> _Problem description_:
Compute how many lines in the data below hold the word "العزيزيه", then report that number with nothing else.

> _Data records_:
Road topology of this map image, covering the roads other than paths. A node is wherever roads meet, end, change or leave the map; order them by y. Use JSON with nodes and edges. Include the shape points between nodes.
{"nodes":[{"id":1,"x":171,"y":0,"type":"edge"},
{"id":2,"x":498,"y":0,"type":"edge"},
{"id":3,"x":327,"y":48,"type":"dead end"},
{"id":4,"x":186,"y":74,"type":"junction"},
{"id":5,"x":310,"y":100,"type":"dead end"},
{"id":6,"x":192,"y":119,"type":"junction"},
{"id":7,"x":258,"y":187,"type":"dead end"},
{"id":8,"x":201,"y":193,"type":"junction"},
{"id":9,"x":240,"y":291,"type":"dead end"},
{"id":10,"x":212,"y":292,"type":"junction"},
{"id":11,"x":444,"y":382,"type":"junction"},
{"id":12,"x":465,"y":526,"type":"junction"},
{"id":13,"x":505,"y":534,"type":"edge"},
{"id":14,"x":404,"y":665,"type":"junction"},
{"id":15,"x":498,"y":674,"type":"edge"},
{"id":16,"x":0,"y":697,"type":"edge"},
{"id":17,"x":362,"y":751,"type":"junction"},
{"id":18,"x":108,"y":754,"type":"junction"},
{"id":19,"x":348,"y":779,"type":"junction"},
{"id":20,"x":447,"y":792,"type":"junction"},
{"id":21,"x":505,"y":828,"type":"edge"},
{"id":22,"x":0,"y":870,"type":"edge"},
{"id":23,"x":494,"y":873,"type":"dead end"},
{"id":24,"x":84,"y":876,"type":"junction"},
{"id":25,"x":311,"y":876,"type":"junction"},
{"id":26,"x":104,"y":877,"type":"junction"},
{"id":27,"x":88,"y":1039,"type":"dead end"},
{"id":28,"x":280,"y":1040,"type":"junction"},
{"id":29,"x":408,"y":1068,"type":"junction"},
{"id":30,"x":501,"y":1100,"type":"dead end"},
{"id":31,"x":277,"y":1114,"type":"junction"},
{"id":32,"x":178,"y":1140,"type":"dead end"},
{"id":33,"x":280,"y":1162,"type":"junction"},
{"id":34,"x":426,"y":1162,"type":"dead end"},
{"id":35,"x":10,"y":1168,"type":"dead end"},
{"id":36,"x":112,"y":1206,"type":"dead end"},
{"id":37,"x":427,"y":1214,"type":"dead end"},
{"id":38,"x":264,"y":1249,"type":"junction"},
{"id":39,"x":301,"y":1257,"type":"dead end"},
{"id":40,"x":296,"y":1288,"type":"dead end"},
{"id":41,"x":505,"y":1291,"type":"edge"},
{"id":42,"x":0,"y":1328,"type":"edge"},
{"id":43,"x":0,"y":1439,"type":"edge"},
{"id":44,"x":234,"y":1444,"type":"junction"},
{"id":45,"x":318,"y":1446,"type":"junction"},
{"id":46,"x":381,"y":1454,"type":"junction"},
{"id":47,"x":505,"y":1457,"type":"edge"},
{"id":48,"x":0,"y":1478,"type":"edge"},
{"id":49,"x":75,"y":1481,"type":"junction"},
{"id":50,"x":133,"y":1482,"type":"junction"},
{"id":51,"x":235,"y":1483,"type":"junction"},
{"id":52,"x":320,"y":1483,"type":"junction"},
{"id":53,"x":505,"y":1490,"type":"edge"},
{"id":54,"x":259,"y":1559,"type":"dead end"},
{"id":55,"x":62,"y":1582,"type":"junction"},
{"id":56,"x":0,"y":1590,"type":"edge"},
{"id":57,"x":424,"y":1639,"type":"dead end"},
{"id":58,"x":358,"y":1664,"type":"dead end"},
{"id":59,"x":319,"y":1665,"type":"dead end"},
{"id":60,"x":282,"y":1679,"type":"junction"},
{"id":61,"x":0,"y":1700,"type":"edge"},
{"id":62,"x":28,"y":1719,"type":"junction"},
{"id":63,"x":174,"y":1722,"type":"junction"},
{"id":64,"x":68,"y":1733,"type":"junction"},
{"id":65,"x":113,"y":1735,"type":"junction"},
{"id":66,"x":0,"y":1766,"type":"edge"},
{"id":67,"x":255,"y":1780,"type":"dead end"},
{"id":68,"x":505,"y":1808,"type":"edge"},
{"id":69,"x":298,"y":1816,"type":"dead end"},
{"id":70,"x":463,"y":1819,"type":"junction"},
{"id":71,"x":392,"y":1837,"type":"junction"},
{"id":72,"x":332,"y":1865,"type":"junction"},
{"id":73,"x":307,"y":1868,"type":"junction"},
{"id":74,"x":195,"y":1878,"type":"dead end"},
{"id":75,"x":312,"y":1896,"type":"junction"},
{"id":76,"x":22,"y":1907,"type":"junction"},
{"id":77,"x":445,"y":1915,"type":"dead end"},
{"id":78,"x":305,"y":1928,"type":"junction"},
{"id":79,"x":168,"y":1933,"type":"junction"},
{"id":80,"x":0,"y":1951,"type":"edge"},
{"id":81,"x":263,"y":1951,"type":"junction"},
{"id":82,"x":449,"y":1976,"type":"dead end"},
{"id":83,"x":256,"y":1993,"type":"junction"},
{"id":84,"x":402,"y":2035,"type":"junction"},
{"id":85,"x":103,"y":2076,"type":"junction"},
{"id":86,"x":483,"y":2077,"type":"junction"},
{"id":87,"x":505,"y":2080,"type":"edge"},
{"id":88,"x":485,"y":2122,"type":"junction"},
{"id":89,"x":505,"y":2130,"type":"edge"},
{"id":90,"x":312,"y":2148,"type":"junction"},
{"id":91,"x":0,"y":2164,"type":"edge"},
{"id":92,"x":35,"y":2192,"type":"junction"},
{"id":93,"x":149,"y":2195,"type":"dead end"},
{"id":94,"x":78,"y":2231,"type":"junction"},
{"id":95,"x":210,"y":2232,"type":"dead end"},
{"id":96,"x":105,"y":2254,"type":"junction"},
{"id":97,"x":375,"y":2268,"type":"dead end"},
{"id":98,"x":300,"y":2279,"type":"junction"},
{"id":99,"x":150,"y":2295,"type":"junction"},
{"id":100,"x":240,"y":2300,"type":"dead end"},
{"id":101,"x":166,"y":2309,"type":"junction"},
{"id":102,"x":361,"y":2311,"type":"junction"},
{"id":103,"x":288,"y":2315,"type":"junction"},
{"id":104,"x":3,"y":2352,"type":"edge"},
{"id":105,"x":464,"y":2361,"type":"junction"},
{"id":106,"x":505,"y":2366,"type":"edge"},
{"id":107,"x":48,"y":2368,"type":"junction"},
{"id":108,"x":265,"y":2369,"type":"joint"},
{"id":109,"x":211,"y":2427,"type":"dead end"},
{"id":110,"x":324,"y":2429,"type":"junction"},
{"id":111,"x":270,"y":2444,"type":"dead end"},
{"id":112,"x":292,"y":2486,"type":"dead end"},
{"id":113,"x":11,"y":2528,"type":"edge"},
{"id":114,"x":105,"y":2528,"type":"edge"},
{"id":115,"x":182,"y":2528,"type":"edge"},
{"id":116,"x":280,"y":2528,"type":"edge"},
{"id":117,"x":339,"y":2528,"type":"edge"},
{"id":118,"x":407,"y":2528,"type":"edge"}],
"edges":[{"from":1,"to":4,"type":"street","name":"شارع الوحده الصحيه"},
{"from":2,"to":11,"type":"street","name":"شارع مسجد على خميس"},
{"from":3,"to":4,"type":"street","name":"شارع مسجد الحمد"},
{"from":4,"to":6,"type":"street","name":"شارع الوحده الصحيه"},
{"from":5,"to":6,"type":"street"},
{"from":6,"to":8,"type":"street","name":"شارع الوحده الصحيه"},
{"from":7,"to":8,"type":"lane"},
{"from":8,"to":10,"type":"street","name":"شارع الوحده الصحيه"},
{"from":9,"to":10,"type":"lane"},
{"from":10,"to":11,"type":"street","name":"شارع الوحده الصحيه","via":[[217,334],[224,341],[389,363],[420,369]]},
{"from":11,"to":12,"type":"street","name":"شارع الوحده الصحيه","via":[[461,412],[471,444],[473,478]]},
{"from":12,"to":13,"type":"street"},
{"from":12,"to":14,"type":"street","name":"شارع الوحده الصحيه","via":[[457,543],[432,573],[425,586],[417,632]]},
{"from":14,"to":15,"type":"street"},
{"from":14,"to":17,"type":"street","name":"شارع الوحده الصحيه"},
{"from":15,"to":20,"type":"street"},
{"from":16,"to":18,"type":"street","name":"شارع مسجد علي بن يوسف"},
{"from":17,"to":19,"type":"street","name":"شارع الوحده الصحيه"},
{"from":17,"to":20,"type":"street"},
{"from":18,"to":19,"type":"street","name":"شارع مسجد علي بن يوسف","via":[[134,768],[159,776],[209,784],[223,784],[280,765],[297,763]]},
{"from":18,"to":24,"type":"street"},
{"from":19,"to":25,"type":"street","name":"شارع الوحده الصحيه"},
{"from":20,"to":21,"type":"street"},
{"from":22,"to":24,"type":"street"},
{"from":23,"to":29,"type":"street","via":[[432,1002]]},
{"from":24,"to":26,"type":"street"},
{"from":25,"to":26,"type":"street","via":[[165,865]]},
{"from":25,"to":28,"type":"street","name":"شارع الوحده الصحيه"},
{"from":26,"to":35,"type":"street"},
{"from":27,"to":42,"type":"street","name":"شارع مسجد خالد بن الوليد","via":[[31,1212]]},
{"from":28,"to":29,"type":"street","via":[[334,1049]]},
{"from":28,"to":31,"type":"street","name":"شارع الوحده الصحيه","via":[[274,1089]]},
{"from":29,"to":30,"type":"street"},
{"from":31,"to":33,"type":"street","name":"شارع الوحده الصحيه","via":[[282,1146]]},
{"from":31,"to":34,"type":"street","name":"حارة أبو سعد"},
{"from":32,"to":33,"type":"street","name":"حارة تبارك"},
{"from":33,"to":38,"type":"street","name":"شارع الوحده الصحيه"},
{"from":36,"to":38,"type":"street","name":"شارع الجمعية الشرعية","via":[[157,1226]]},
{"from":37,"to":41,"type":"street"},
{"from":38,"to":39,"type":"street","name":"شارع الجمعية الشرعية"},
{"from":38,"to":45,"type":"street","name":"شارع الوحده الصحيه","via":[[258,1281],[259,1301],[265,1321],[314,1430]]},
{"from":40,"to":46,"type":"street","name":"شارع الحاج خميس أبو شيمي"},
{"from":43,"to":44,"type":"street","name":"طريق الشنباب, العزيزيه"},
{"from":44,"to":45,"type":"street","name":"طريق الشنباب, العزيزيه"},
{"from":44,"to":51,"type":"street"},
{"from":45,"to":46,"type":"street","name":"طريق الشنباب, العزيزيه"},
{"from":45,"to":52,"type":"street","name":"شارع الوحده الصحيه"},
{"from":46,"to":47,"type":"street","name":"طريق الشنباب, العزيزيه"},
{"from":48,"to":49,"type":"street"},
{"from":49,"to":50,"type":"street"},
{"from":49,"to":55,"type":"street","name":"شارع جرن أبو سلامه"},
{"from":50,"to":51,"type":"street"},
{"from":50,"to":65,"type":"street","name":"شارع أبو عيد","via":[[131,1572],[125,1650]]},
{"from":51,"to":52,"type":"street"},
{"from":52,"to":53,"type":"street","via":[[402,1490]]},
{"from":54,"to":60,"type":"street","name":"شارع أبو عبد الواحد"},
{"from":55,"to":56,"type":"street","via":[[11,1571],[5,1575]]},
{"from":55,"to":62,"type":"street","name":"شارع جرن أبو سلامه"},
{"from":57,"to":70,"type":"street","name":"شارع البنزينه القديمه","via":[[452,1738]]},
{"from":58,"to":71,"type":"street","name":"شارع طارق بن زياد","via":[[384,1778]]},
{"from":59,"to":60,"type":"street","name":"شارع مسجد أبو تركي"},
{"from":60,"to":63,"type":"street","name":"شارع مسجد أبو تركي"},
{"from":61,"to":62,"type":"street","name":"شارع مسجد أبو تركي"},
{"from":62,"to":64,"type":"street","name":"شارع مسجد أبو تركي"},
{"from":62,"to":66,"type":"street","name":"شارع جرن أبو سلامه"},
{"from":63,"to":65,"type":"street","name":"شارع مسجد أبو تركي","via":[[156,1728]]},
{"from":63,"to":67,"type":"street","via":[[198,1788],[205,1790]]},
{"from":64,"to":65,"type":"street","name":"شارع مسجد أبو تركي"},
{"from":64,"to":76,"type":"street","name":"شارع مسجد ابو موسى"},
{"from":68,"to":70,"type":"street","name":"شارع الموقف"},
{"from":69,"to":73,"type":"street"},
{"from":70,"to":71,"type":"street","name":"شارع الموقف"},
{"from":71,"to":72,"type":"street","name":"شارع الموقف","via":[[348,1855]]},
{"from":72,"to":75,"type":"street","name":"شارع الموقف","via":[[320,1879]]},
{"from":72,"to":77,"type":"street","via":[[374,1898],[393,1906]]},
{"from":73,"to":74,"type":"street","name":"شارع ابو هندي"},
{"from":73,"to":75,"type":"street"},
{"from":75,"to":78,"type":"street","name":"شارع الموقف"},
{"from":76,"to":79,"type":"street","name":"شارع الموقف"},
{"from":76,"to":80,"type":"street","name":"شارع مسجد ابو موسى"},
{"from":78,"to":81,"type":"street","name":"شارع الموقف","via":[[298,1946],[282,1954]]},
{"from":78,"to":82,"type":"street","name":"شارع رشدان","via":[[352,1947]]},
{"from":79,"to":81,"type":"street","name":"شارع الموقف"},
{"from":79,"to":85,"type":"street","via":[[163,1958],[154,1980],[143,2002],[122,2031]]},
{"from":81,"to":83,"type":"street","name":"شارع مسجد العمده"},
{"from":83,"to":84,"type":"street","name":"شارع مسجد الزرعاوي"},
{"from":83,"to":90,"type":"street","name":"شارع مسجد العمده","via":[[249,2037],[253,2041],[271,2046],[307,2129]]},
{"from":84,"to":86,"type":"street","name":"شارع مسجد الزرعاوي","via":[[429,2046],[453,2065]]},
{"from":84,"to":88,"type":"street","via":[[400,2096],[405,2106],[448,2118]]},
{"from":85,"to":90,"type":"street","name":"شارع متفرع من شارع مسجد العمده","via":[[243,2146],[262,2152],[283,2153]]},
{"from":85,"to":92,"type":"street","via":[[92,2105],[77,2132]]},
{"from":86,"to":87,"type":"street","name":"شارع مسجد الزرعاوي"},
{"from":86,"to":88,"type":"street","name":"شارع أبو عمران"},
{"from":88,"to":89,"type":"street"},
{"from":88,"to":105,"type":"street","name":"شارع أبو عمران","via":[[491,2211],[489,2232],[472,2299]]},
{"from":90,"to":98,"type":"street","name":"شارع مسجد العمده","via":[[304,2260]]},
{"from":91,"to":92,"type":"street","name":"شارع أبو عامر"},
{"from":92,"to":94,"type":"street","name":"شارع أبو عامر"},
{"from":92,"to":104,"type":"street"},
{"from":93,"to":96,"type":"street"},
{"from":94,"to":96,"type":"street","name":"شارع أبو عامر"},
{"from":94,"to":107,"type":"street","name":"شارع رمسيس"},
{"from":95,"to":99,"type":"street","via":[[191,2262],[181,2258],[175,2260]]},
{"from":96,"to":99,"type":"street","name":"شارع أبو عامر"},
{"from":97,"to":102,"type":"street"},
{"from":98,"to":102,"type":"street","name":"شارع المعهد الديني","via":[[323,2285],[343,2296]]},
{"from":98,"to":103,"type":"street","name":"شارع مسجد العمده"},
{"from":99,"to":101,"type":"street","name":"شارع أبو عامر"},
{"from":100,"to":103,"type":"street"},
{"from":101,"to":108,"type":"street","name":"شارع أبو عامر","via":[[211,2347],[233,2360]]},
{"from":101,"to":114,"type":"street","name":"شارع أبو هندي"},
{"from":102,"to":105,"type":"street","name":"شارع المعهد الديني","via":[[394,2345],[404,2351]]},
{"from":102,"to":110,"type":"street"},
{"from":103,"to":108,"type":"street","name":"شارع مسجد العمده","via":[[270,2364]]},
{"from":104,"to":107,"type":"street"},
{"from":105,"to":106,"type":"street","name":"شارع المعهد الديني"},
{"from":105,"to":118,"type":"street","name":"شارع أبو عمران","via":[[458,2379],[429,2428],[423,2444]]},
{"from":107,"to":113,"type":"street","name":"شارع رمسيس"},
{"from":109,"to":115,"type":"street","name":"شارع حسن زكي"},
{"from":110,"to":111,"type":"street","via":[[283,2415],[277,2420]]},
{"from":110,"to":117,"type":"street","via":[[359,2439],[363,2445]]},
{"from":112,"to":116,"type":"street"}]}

> _Answer to the exercise_:
4